Millions of healthy people take small doses of aspirin regularly in the belief that the drug will prevent heart attacks and strokes. But when researchers looked at more than 19,000 people in Australia and the United States over nearly five years, they found it wasn't so.
There is good evidence that taking aspirin can help people with known cardiovascular problems. But it had been unclear whether healthy people older than 70 would derive the same benefit.
"Clinical guidelines note the benefits of aspirin for preventing heart attacks and strokes in persons with vascular conditions such as coronary artery disease," Richard J. Hodes, director of the National Institute on Aging, which helped fund the research, said in a news release.
"The concern has been uncertainty about whether aspirin is beneficial for otherwise healthy older people without those conditions."
The test subjects, most of them from Australia, were older than 70, except for blacks and Hispanics in the United States, who were recruited at age 65 or older because people in those groups have a higher risk of heart disease and cardiovascular problems than whites.
About half of them took 100 milligrams of aspirin daily (slightly more than a baby aspirin, which has 81 milligrams) and the other half were given a placebo. They were followed for a median of 4.7 years.
The results of the study, led by John McNeil of Monash University in Melbourne, were released Sunday in three articles in the New England Journal of Medicine. It was called the Aspirin in Reducing Events in the Elderly (ASPREE) trial.

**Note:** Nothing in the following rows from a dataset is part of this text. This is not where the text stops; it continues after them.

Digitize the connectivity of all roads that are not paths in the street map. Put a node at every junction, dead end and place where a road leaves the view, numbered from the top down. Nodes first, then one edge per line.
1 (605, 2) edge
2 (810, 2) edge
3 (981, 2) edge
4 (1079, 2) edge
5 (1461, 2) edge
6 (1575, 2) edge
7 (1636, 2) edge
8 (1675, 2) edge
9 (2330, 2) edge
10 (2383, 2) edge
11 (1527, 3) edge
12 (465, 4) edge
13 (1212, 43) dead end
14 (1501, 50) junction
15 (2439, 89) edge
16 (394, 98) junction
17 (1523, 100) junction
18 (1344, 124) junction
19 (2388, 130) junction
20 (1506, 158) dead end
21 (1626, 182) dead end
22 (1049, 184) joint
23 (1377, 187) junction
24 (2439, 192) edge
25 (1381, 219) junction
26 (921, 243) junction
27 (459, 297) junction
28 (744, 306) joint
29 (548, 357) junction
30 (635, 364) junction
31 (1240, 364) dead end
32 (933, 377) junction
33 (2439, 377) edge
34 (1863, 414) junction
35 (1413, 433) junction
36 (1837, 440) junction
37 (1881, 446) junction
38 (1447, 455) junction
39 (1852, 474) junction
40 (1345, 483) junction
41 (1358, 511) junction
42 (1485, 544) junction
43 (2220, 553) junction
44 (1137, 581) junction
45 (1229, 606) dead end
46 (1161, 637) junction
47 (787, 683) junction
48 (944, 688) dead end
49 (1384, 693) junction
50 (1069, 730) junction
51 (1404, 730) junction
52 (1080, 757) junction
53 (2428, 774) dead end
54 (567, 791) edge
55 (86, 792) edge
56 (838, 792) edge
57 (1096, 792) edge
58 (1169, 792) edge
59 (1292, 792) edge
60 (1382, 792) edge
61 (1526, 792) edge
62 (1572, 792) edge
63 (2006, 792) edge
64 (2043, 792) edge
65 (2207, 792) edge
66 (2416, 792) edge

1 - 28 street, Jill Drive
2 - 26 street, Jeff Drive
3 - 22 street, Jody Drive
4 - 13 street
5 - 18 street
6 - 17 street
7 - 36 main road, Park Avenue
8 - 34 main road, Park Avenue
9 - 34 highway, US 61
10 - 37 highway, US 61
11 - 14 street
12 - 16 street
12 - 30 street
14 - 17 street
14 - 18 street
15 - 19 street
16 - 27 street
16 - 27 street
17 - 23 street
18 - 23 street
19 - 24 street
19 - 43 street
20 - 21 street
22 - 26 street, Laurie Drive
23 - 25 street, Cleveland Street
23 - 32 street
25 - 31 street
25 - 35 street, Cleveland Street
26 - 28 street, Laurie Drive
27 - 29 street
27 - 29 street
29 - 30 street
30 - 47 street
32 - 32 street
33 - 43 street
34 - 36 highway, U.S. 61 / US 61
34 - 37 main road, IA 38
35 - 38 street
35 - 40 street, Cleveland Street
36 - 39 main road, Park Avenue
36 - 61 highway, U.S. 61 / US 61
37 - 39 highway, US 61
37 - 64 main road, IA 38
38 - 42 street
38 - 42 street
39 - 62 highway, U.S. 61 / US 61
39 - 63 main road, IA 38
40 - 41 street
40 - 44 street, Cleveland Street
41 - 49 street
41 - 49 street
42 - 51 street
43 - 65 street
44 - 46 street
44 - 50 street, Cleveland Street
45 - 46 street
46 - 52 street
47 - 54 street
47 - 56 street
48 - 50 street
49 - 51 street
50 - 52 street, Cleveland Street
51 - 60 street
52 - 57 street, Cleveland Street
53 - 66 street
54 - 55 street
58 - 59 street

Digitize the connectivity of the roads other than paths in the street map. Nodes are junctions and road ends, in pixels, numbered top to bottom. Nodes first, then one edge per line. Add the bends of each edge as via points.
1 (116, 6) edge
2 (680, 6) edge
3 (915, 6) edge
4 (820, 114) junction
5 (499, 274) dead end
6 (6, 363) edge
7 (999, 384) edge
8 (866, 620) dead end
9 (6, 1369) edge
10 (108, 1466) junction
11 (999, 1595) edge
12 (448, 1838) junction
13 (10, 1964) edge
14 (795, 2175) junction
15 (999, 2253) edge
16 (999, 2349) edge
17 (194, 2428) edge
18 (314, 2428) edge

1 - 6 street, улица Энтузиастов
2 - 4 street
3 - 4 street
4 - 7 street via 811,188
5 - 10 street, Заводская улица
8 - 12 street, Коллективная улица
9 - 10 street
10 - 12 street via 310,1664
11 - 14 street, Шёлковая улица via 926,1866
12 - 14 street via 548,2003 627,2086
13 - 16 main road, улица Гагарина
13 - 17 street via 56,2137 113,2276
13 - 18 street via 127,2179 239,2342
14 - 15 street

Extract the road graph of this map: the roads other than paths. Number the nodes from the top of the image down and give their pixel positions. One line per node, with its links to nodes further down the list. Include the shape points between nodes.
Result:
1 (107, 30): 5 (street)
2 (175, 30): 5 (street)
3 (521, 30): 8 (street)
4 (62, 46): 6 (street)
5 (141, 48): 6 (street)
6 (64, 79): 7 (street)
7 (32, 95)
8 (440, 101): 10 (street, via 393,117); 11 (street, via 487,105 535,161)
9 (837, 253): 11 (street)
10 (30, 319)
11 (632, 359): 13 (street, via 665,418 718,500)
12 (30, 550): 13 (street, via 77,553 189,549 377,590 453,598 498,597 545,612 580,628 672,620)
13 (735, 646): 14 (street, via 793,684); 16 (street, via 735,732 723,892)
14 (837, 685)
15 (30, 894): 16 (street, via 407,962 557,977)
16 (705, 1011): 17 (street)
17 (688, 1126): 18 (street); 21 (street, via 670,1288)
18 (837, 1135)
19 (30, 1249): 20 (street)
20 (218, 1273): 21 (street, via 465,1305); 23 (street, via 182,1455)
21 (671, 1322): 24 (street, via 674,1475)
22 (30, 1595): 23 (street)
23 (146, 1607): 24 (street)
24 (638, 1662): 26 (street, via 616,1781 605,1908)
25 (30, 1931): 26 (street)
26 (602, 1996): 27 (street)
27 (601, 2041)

One surprise for the researchers was that the group that took aspirin died at a slightly higher rate from all causes than the group that did not take it.
The difference was attributed almost entirely to cancer, a leading killer of older people, and not internal bleeding. But the researchers interpreted the data cautiously, because other studies have shown aspirin to have a protective effect against colorectal cancer.
The researchers did not state whether healthy older people who have been taking aspirin should stop. And the findings do not apply to black or Hispanic people younger than 65 or others younger than 70.
The US Preventive Services Task Force recommends that people between the ages of 50 and 59 take low doses of aspirin to prevent cardiovascular problems and colorectal cancer if they have a 10 percent or greater chance of events such as heart attacks and strokes and do not have conditions that increase their chances of bleeding.
The risk is generally calculated using factors such as age, blood pressure, cholesterol levels, smoking history and other conditions such as diabetes.
For people 60 to 69 with a 10 percent or greater risk of cardiovascular events, the task force considers the decision an individual one. For people older than 70, the task force says it does not have enough information.
When the researchers looked at death, disability and dementia, they found virtually no difference between the aspirin-taking group and the group given a placebo: 21.5 events per 1000 person-years in the former and 21.2 per 1000 person-years in the latter.
For cardiovascular disease, the rate was 10.7 events per 1000 person-years in the aspirin group and 11.3 events per 1000 person-years in the placebo group - also considered no difference.
But the rate of bleeding was significantly higher in the aspirin group: 3.8 percent vs. 2.8 percent.
"The use of low-dose aspirin resulted in a significantly higher risk of major hemorrhage and did not result in a significantly lower risk of cardiovascular disease than placebo," the researchers wrote in one of the papers.